Council chiefs report a 200 per cent increase in illegal fly tipping since the city switched to fortnightly wheelie-bin collections in the spring.
They say that, up to now, staff have taken a softly-softly approach to households who leave out too much rubbish.
But from this week, starting in St Aidan’s ward, people who put out too much waste, or put it out too early, can expect a £50 fixed-penalty fine.
Councillor Ray Bloxham, the executive member responsible, said: “The big problem we’ve had has been people dumping sacks in back lanes.
“There are also people who put out waste earlier than the day of collection.”
The spy cameras have been borrowed from the Environment Agency and should be in use later this month.
They are likely to be deployed first in so-called fly-tipping “hot spots” – Botchergate east, Botcherby, Aglionby Street, Warwick Square and Dowbeck Road.
A report says that students and migrant workers are among the worst offenders.
The council also has plans to extend a pilot scheme for the 6,794 mainly-terraced homes not suited to wheelie-bins. They are given purple sacks, which are collected weekly.
Under the pilot scheme in Garden Street, Orchard Street, Brook Street and London Road, households leave sacks at their front door rather than in the lanes at the back.
Council officers have also suggested making a £10 charge for the bulky-items collection service, currently free.
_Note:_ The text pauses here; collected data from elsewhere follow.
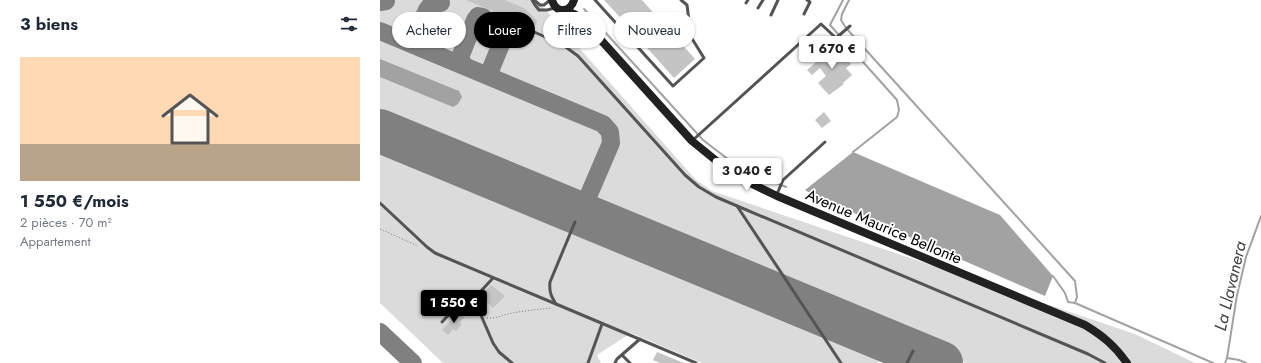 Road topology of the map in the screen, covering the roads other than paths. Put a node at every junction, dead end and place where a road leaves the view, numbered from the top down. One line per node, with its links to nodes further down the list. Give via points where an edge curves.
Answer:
1 (533, 0): 2 (lane, via 544,5); 10 (lane, via 539,10)
2 (551, 0): 10 (street)
3 (595, 0): 4 (lane, via 673,86 704,58 691,37 687,5)
4 (681, 0)
5 (763, 0): 9 (lane)
6 (778, 0): 14 (lane)
7 (807, 0): 13 (lane, via 810,2)
8 (574, 1): 10 (street, via 570,7); 12 (street, Avenue Maurice Bellonte)
9 (758, 8)
10 (560, 9): 11 (street, Avenue Maurice Bellonte)
11 (568, 12)
12 (579, 12)
13 (804, 14)
14 (771, 15)
15 (850, 26): 18 (lane, via 836,38 822,24)
16 (535, 32): 22 (lane, via 563,45 578,56 685,175 699,187)
17 (606, 45): 18 (street, Avenue Maurice Bellonte)
18 (694, 140): 20 (street, Avenue Maurice Bellonte, via 742,179)
19 (825, 142): 20 (lane, via 783,181)
20 (778, 192): 40 (street, Avenue Maurice Bellonte, via 1084,324 1104,337)
21 (380, 203): 24 (lane, via 435,253)
22 (736, 206): 37 (lane); 39 (lane)
23 (575, 222): 26 (lane, via 550,282 549,291)
24 (493, 278): 25 (lane); 26 (lane)
25 (470, 303): 27 (lane, via 456,307); 32 (lane, via 480,313 499,352)
26 (556, 304): 28 (lane)
27 (442, 322)
28 (602, 324): 29 (lane); 33 (lane)
29 (640, 339): 31 (lane); 36 (lane)
30 (913, 351): 38 (lane)
31 (622, 355): 34 (lane); 35 (lane)
32 (512, 363)
33 (588, 363)
34 (615, 363)
35 (630, 363)
36 (696, 363)
37 (840, 363)
38 (907, 363)
39 (1105, 363)
40 (1127, 363)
This covers removal of electrical goods, sofas, mattresses and other large items.
A £10 charge should bring the council £120,000 a year.
Mr Bloxham, however, said he opposed a charge for fear it would encourage fly tipping.
A final decision will be taken in December.
Overall, the council says fortnightly collections have been a success.
The volume of household waste sent to landfill has fallen by 28 per cent and the proportion of waste recycled is at a record high of 52.2 per cent.
The amount of waste collected at Rome Street tip has also fallen.
The switchover involved delivery of 45,000 wheeled bin, 3,500 greenboxes and 60,000 green sacks for recycling.
There are plans to extend recycling schemes and set up 20 recycling points to serve rural areas where kerbside collections are not viable.
Despite the magnitude of the change, the council received only 65 formal complaints. Environmental health officers report no increase in the rat population.
Mr Bloxham added: “We haven’t had the problems experienced by other local authorities who’ve moved to fortnightly waste collections.
“That’s because we introduced kerbside recycling collections at the same time.”